I’ve been using an iPhone sinceFebruary and over that time I have used a bunch of websites running on Oracle. Such as Grid Control, custom applications deployed on Weblogic and Oracle Application Server, etc all which work fine. I wasn’t asked to test our applications but happened to be in situations where my iPhone was quickly available.
I was kind of surprised when I was told one of our applications didn’t work properly on the iPhone or iPad. When a user tried to access the site a Safari error would pop up:
“Safari can’t open the page <website> because Safari can’t establish a secure connection to the server <website>”
We also verified the problem existed on the desktop with Safari 5.
A quick search on Google turns out a ton of hits, none of them solved the problem but provided us with some ideas to try out. We contracted our SSL certificate provider and they sent us another chain certificate and a different root certificate which they said would resolve any issues we were having Apple products.
We loaded them into Oracle Wallet manager but unfortunately that didn’t work either. Back to square one.
A coworker enabled tracing in Webcache and noticed the following in the logfile:
[17/Jun/2010:10:48:46 -0400] [warning 11904] [ecid: 104838150494,0] SSL handshake fails NZE-29048
Since it was an obvious error on the client side I was surprised to see this as a warning. It just goes to show that if your trying to troubleshoot a problem, always enable tracing.
This error led me to Metalink note:
Internet Explorer Fails To Connect To Web Cache Via SSL If SSLV2.0 Is Unchecked - NZE-29048 [ID 342626.1]
By default Webcache sets SSL_ENABLED to SSLV3_V2H which only supports SSL V2.0 and SSLV3.0 not TLSv1. In the Metalink note they did an Ethereal Sniff and found that IE tries to use TLSv1 but since by default its not supported, it can’t connect.
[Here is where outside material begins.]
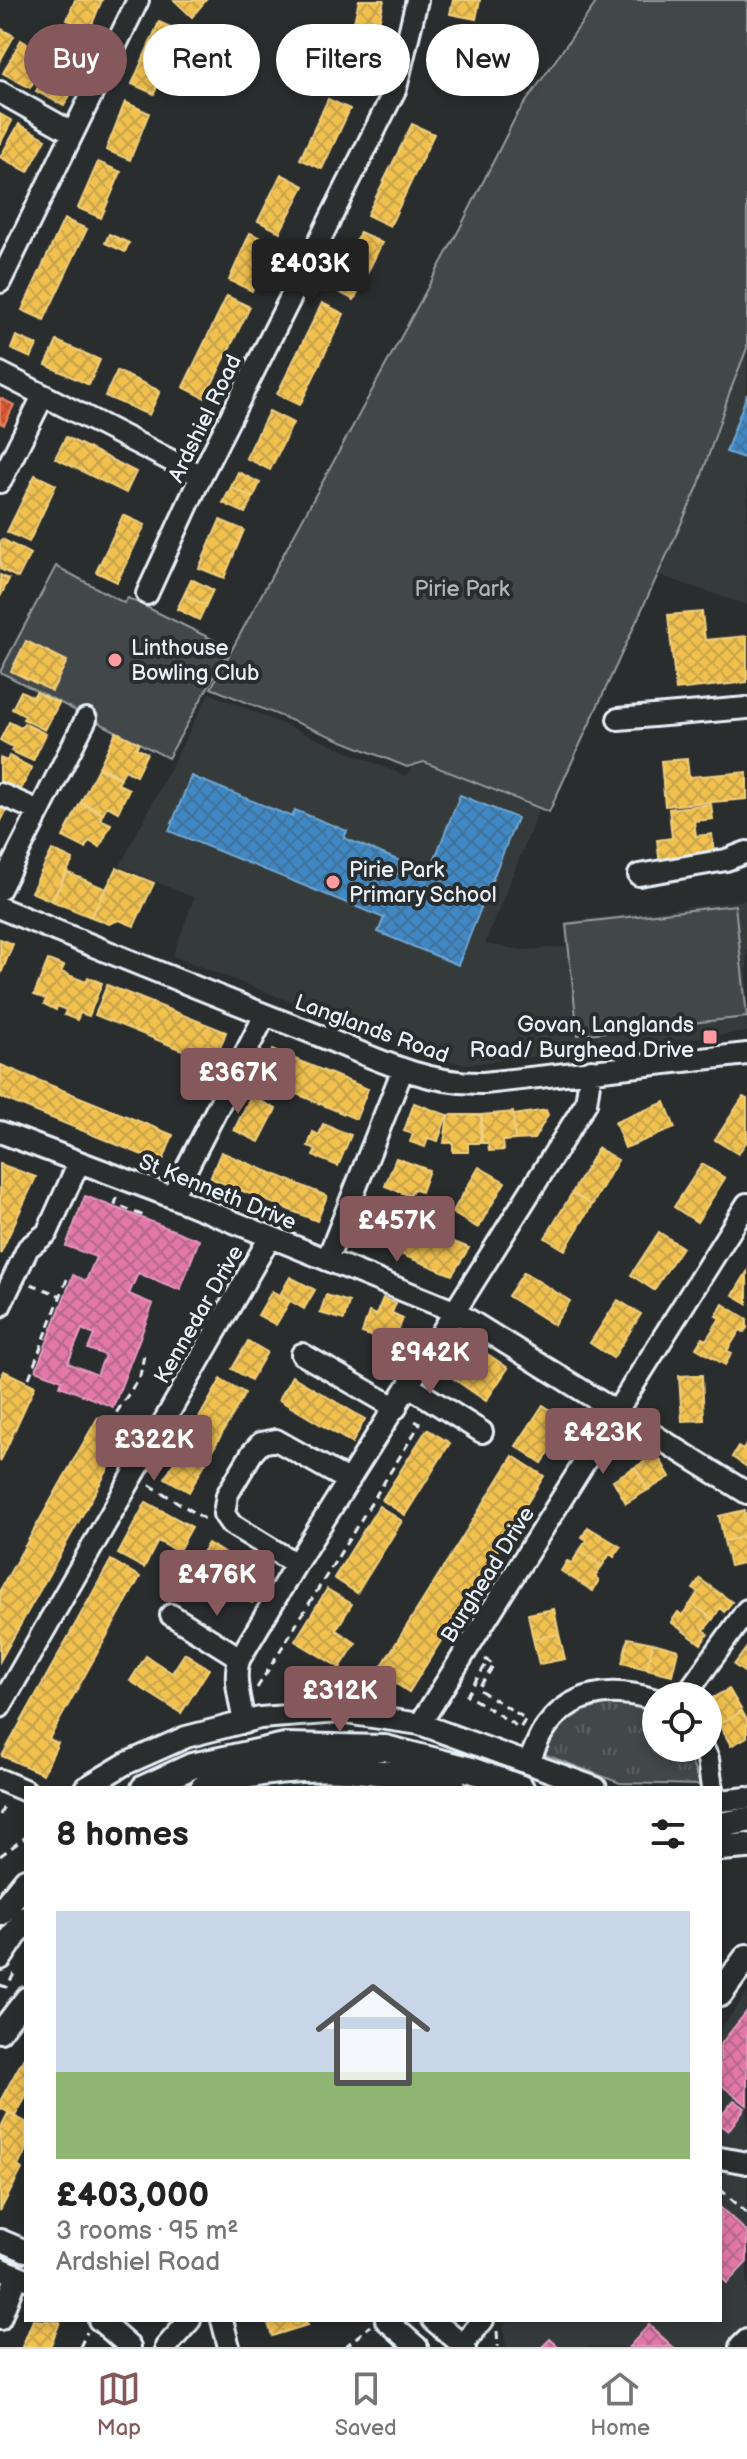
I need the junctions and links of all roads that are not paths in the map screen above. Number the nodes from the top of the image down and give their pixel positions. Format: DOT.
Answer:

I also found a post in the Safari forum of Apple Discussions which basically talks about the same problem.
In our staging environment I tried the fix, changing SSLENABLED in $ORACLE_HOME/webcache/webcache.xml from SSLV3_V2H to SSL, restarted Webcache and success!
What made this problem slightly more confusing to troubleshoot was that we have another environment with the same version of Webcache. We could access that application from our iPhone/iPad successfully. The only difference is in that case SSL isn’t handled by Webcache but by an SSL accelerator.